Data for processing:
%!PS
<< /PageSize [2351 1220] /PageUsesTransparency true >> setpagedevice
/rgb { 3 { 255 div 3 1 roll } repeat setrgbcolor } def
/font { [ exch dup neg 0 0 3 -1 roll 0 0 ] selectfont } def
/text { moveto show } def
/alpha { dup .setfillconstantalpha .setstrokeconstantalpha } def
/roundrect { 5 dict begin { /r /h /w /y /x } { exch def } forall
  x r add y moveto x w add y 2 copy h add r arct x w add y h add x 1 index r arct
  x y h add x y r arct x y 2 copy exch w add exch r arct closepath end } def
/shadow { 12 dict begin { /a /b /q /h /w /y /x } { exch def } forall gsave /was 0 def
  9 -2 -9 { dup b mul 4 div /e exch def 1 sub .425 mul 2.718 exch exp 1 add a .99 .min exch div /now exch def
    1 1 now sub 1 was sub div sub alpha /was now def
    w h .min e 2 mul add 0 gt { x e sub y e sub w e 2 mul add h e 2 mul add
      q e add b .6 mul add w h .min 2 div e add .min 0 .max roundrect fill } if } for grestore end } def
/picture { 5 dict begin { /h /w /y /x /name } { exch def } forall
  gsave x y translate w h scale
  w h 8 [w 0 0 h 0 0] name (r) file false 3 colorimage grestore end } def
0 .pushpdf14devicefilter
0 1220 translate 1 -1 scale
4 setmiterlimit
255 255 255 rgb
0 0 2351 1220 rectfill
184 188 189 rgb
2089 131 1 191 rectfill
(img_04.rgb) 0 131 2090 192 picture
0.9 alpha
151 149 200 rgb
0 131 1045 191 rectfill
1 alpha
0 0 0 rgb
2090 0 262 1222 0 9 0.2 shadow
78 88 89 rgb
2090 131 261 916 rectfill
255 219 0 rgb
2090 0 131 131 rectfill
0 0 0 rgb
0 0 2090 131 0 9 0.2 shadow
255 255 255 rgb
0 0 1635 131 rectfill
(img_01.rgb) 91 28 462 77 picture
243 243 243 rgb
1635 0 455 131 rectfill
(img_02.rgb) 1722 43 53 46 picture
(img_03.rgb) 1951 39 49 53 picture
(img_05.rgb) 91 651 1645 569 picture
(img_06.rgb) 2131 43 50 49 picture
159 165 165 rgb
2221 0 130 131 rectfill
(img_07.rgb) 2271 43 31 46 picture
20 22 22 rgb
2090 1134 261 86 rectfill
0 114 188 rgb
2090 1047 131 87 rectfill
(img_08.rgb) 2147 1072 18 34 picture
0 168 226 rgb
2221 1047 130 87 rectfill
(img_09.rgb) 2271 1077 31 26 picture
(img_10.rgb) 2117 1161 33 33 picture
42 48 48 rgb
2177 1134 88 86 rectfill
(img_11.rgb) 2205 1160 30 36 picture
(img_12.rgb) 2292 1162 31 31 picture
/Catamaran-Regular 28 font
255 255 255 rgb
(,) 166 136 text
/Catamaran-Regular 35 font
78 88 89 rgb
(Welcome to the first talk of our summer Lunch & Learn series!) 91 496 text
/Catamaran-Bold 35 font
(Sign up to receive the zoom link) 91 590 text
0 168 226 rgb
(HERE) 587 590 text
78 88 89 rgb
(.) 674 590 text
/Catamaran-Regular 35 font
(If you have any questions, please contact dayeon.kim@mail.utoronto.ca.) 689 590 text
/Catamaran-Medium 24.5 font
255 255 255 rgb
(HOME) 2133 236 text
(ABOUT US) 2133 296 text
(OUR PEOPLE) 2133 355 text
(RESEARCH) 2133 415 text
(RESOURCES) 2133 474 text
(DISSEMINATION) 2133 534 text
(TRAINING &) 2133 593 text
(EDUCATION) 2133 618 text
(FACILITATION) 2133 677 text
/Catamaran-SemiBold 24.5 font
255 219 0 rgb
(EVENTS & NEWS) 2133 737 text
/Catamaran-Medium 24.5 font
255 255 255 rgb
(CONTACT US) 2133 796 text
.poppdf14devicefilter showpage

Task instructions: Take from the entries every line that has the string "moveto".

Exercise response:
/text { moveto show } def
  x r add y moveto x w add y 2 copy h add r arct x w add y h add x 1 index r arct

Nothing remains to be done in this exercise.